Repeat nothing but the lines below running from the one containing "Input: one rendered map. Give" to the one containing "Annotation task. Build". Keep both end lines.

#### [PROVIDED DATA]
Start of Block

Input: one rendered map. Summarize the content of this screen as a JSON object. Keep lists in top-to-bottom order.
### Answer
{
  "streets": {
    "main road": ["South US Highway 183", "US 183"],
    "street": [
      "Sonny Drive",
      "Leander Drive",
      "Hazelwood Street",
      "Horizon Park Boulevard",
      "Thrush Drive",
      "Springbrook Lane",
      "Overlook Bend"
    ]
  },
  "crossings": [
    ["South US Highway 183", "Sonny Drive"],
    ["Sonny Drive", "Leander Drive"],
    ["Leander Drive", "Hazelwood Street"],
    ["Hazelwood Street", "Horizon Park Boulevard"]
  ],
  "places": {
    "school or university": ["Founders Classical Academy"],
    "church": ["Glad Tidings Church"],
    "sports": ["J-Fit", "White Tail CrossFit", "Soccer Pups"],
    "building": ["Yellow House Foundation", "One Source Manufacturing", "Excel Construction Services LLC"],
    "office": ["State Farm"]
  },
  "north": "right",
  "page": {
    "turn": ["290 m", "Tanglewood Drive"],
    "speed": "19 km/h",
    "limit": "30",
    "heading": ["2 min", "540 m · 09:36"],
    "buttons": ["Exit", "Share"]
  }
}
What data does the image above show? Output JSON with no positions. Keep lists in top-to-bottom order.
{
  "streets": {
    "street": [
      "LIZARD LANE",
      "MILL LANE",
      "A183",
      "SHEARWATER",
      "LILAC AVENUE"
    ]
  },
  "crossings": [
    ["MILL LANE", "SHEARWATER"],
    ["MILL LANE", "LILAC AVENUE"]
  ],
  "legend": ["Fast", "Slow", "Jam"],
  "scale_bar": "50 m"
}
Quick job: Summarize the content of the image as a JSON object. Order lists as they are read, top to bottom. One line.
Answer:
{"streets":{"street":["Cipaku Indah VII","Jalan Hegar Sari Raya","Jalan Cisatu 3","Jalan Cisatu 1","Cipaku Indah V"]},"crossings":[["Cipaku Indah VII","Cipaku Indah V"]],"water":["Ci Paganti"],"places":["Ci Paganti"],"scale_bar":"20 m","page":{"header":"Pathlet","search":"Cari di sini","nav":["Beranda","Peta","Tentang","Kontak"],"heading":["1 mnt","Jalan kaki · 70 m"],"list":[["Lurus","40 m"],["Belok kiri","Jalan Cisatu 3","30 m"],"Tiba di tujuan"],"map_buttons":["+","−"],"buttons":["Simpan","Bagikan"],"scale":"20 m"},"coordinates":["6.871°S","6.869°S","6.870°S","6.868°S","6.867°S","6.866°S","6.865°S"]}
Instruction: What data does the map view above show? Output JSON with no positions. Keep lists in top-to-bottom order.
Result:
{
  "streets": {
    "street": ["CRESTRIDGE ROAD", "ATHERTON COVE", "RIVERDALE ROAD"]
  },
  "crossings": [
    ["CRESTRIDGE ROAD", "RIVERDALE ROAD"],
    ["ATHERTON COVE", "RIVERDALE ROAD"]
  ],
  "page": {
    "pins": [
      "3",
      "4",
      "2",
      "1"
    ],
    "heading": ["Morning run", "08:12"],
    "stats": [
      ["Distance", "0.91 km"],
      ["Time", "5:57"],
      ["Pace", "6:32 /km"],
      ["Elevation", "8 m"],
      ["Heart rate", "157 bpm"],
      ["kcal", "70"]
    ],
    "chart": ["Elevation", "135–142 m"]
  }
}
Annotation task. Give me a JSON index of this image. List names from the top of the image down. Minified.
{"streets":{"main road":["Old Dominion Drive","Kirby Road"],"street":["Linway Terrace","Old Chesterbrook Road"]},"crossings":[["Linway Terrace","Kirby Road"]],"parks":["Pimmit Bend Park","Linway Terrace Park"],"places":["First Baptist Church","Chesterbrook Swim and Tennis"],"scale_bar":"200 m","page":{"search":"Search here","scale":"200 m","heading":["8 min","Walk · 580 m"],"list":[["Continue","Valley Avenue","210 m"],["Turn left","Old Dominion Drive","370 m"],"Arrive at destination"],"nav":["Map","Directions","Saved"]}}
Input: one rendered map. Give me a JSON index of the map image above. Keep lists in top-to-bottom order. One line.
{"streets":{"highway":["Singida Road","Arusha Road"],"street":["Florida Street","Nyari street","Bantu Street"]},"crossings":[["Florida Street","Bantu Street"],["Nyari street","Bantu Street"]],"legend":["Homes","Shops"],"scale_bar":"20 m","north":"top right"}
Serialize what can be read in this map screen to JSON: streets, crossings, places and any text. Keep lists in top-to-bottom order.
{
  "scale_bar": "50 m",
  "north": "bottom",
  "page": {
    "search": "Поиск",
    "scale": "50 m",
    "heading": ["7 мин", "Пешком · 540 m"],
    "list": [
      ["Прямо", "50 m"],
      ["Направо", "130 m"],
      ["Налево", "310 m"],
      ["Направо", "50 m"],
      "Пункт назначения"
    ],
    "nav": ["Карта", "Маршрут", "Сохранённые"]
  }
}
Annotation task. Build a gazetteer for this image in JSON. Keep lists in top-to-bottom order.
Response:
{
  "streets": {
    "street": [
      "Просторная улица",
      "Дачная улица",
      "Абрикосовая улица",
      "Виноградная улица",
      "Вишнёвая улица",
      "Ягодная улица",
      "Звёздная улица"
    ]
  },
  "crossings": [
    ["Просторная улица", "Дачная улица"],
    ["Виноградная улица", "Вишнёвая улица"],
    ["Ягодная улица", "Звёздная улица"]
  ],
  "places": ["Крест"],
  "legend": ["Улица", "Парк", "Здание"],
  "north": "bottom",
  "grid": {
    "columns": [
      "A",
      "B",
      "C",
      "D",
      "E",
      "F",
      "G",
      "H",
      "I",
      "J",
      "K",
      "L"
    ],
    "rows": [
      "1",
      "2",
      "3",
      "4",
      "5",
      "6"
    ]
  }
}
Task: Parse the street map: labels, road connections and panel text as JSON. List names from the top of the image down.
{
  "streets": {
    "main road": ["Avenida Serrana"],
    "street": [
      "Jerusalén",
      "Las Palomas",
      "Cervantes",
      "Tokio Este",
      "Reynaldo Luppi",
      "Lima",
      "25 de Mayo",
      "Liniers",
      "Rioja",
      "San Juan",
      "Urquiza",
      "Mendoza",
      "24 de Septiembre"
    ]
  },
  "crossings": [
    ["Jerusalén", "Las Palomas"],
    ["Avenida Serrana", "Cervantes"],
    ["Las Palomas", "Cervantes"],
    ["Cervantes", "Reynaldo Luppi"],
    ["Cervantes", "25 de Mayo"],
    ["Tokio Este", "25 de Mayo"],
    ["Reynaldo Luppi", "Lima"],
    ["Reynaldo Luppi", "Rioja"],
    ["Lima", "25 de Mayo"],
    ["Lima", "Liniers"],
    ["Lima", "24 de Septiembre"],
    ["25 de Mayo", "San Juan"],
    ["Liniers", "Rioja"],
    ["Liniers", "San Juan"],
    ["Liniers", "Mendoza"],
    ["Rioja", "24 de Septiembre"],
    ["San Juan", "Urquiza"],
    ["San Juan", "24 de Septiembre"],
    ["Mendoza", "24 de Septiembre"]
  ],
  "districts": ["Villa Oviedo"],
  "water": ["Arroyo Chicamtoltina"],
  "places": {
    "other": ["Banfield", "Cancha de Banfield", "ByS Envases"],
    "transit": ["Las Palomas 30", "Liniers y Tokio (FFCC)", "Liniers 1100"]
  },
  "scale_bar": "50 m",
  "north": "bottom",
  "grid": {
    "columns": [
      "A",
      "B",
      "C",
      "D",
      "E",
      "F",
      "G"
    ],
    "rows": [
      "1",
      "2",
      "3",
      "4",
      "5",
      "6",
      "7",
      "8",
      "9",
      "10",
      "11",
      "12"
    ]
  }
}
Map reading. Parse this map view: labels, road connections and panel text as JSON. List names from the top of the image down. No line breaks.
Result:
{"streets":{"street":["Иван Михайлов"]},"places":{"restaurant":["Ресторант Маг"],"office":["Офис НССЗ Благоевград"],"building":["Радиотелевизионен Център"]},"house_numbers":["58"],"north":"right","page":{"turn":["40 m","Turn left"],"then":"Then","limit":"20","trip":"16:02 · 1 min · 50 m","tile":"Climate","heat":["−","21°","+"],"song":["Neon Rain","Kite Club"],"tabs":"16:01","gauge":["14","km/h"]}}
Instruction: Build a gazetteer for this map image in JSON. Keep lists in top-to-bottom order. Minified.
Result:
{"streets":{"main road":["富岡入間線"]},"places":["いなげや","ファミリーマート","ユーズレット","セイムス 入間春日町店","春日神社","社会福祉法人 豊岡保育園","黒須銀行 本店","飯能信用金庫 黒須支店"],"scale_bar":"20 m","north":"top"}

End of Block

#### [RESULT OF THIS EXERCISE]
Input: one rendered map. Give me a JSON index of the map image above. Keep lists in top-to-bottom order. One line.
{"streets":{"highway":["Singida Road","Arusha Road"],"street":["Florida Street","Nyari street","Bantu Street"]},"crossings":[["Florida Street","Bantu Street"],["Nyari street","Bantu Street"]],"legend":["Homes","Shops"],"scale_bar":"20 m","north":"top right"}
Serialize what can be read in this map screen to JSON: streets, crossings, places and any text. Keep lists in top-to-bottom order.
{
  "scale_bar": "50 m",
  "north": "bottom",
  "page": {
    "search": "Поиск",
    "scale": "50 m",
    "heading": ["7 мин", "Пешком · 540 m"],
    "list": [
      ["Прямо", "50 m"],
      ["Направо", "130 m"],
      ["Налево", "310 m"],
      ["Направо", "50 m"],
      "Пункт назначения"
    ],
    "nav": ["Карта", "Маршрут", "Сохранённые"]
  }
}
Annotation task. Build a gazetteer for this image in JSON. Keep lists in top-to-bottom order.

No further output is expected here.